The general strategy of an SCF iteration is based on the following steps:

- The molecule to be calculated (nuclear coordinates, atomic number, number of electrons or charge and spin multiplicity) and the basic set are specified.
- All integrals are calculated, the overlap integrals ${\mathit{S.}}_{\mathit{\nu \mu}}$who have favourited Core-Hamiltonian integrals ${\mathit{H}}_{\mathit{\nu \mu}}$ and the 2-electron repulsion integrals (νμ | λσ). Since these integrals do not depend on the expansion coefficients of the molecular orbitals, they only have to be calculated once. The calculation of the integrals is very time-consuming and, above all, saving the results requires a lot of storage space. Therefore, in "direct" methods, the integrals are calculated every time they are needed instead of storing the results.
- The first set of coefficients ${\mathit{c}}_{\mathit{\lambda i}}$ is "guess" and from this the density matrix P is calculated (initial guess).
- The Fock matrix is calculated with the integrals and the density matrix.

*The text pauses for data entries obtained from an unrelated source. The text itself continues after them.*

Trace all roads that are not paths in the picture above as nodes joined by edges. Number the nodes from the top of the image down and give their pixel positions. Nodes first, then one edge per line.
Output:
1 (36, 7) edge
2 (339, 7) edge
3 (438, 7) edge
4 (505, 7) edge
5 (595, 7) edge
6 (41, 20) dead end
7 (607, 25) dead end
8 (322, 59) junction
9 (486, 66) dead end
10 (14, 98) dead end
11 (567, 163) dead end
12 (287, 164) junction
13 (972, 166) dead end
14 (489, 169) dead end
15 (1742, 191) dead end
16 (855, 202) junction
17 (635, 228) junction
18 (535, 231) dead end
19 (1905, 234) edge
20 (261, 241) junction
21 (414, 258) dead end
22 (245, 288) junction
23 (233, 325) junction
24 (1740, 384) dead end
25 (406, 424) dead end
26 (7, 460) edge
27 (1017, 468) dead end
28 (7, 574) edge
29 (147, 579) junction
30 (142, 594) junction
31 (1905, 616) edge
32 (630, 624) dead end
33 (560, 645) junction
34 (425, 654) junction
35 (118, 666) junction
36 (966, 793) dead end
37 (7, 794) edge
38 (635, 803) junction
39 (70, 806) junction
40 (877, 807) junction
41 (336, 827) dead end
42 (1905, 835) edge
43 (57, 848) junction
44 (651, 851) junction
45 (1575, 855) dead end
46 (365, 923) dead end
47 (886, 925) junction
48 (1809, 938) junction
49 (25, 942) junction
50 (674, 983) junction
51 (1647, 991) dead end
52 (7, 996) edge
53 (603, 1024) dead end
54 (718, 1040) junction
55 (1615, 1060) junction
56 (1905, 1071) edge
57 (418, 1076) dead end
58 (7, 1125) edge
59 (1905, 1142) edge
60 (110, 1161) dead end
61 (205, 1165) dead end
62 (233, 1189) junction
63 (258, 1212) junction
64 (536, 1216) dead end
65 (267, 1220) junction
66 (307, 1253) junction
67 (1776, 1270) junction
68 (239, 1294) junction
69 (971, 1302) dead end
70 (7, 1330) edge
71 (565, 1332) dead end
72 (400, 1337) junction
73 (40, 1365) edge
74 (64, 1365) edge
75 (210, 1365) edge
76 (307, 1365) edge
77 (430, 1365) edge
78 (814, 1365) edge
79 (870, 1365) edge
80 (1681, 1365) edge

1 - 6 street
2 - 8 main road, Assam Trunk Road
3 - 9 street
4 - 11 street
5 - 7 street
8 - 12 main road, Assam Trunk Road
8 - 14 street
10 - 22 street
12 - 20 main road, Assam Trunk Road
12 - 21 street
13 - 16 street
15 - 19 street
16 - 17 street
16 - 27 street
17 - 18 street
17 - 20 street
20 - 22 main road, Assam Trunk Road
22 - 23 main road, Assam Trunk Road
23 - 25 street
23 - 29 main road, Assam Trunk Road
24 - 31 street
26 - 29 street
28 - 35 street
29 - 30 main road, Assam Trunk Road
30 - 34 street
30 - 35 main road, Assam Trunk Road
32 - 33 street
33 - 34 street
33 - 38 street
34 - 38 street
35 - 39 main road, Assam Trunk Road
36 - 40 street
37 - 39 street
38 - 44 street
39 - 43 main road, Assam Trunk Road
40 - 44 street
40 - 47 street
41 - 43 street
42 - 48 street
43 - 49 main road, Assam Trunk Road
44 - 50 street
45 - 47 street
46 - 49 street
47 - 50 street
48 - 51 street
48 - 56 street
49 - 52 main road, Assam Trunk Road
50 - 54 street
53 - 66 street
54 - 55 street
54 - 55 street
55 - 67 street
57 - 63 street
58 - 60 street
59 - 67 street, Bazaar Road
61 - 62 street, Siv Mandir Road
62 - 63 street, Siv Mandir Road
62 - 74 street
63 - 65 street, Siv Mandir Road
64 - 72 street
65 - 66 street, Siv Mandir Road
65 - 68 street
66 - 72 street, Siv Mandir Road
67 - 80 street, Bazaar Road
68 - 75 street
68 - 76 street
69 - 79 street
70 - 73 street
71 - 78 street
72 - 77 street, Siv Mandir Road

- The Fock matrix is diagonalized, resulting in new ones ${\mathit{c}}_{\mathit{\lambda i}}$ and ε
_{i}. - You test for convergence. A standard termination criterion is Δ${\mathit{E.}}_{\mathit{dead}}$ < 10
^{-6}Hartrees (= 6.275 * 10^{-4}kcal / mol). If no convergence is achieved, a further iteration step starting with point 4 is carried out.